Decision Date03 July 1968
Docket NumberNo. 270-A,270-A
Citation243 A.2d 914,104 R.I. 284
PartiesStanley P. GOLDSTEIN et al. v. Etta R. GOLDSTEIN et al. ppeal.
CourtRhode Island Supreme Court
OPINION

ROBERTS, Chief Justice.

This case was brought pursuant to the provisions of G.L.1956, § 9-24-28, as amended, for the construction of a provision of the will of Isreal Goldstein, hereinafter referred to as the testator, who died a resident of Woonsocket on February 18, 1959. Following a hearing in superior court, the cause was certified to this court, as provided in the above-cited statute, for hearing and determination of the cause so certified.

The plaintiffs are the present trustees under paragraph Fifth of the will of the testator. The defendants include testator's widow, Etta, his three sons living at the time of the institution of the instant suit, 1 and his six grandchildren, two of whom were born subsequent to testator's death. 2 In the proceedings below, guardians ad litem were appointed to represent minors and persons not in being and not ascertainable who may have an interest under the provisions of paragraph Fifth of the will.

Paragraph Fifth establishes a trust of the residue of testator's estate and provides that the trustees therein shall distribute said trust as follows: (1) during Etta's life, the net income to be paid at least annually to Etta, or to 'her children' in such proportions as shall be determined by the trustees; and (2) upon Etta's death '* * * leaving issue her surviving, this trust fund allocated in behalf of my wife shall be divided by my trustees into as many equal shares as there are children of my wife, than living * * * and the trustees shall allocate and hold one such share for each of said children * * *.' (Italics ours.)

On December 19, 1963, Etta irrevocably renounced and terminated 3 her interest as beneficiary of the paragraph Fifth residuary trust and also resigned as trustee thereunder. The question arising in this proceeding is whether the trustees may treat the renunciation by Etta as equivalent to her death for the purposes of administering and distributing the residuary trust, and whether they may thereby accelerate the interest of the children, and issue of the deceased child, of Etta living at the time of said renunciation.

The plaintiffs argue that Rhode Island follows the general rule of construction, proposed in 2 Restatement of the Law of Property at § 231, favoring acceleration of succeeding interests, absent the manifestation of a contrary intent, when an attempted prior interest fails because the person to whom it is limited renounces it. In Hayden for an Opinion, 51 R.I. 117, 118, 152 A. 254, 255, we said: 'The law favors the early vesting of an estate given by will and, in the absence of a clear manifestation of the intention of the testator to the contrary, estates are held to vest at the earliest possible moment.' See Rhode Island Hospital Trust Co. v. Churchill, R.I., 232 A.2d 603, 608. Pursuant to this rule, plaintiffs argue that Etta's renunciation, disclaimer, and termination should be treated by the trustees as equivalent to her death and the succeeding interests should be accelerated.

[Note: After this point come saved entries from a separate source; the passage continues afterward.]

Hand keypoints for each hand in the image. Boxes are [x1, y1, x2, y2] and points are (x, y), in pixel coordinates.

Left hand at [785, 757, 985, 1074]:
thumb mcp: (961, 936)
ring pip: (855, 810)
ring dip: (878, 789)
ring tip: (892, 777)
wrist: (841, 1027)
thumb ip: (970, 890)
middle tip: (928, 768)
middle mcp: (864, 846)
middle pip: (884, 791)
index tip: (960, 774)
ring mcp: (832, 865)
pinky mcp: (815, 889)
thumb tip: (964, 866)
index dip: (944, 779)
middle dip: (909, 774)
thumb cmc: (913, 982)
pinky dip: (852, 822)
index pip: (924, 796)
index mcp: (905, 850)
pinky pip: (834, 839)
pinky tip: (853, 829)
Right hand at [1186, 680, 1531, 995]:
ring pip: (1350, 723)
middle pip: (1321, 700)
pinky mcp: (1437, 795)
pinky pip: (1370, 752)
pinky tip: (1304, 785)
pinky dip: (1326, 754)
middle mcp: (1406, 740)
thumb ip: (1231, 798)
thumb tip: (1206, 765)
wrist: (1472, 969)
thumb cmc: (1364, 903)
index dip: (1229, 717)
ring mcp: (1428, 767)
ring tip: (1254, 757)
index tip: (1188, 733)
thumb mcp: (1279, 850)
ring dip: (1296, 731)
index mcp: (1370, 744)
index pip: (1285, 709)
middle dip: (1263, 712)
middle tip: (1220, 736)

The plaintiffs acknowledge that before resorting to court-created rules of construction, an effort should be made to determine the testator's intent from the instrument itself. This is in accord with our rule that where the language of a will expressly states the testator's intention, resort to the rules of testamentary construction is without warrant; it is when the language under consideration is susceptible of being read as disclosing alternate or contrary intentions that the rules of construction properly may be invoked for the purpose of ascertaining the intent of the testator from the language he employed. Cf. Industrial National Bank of Rhode Island v. Clark, 98 R.I. 434, 437, 204 A.2d 310, 312. It is our duty then to ascertain, if possible, the intent of the testator from the language he used in the instant instrument.

As has already been noted, paragraph Fifth requires that (1) the net income of the trust established therein is to be paid to Etta or to 'her children' and (2) upon Etta's death the trust is to be divided into '* * *...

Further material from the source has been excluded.